- [TASK OBJECTIVE]: The answer must consist of every record below, reproduced exactly.

- [MATERIAL PROVIDED]:
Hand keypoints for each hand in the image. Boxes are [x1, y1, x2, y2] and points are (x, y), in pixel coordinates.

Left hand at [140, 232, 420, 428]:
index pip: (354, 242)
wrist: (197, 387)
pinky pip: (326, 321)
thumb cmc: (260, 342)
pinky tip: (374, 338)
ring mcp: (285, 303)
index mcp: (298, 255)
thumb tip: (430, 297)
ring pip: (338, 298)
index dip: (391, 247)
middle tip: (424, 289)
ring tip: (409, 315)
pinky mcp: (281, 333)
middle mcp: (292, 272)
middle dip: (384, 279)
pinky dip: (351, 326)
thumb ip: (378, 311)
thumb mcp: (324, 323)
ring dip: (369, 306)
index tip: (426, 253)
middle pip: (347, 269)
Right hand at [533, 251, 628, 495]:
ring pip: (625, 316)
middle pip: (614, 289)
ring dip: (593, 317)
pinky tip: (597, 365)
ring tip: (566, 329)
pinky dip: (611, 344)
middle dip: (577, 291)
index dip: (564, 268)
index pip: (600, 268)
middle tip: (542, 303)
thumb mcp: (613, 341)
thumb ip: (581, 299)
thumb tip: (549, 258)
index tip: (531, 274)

- [SOLUTION BELOW]:
Hand keypoints for each hand in the image. Boxes are [x1, y1, x2, y2] and points are (x, y), in pixel coordinates.

Left hand at [140, 232, 420, 428]:
index pip: (354, 242)
wrist: (197, 387)
pinky pip: (326, 321)
thumb cmc: (260, 342)
pinky tip: (374, 338)
ring mcp: (285, 303)
index mcp: (298, 255)
thumb tip: (430, 297)
ring pip: (338, 298)
index dip: (391, 247)
middle tip: (424, 289)
ring tip: (409, 315)
pinky mcp: (281, 333)
middle mcp: (292, 272)
middle dip: (384, 279)
pinky dip: (351, 326)
thumb ip: (378, 311)
thumb mcp: (324, 323)
ring dip: (369, 306)
index tip: (426, 253)
middle pip: (347, 269)
Right hand at [533, 251, 628, 495]:
ring pip: (625, 316)
middle pip: (614, 289)
ring dip: (593, 317)
pinky tip: (597, 365)
ring tip: (566, 329)
pinky dip: (611, 344)
middle dip: (577, 291)
index dip: (564, 268)
index pip: (600, 268)
middle tip: (542, 303)
thumb mcp: (613, 341)
thumb ip: (581, 299)
thumb tip: (549, 258)
index tip: (531, 274)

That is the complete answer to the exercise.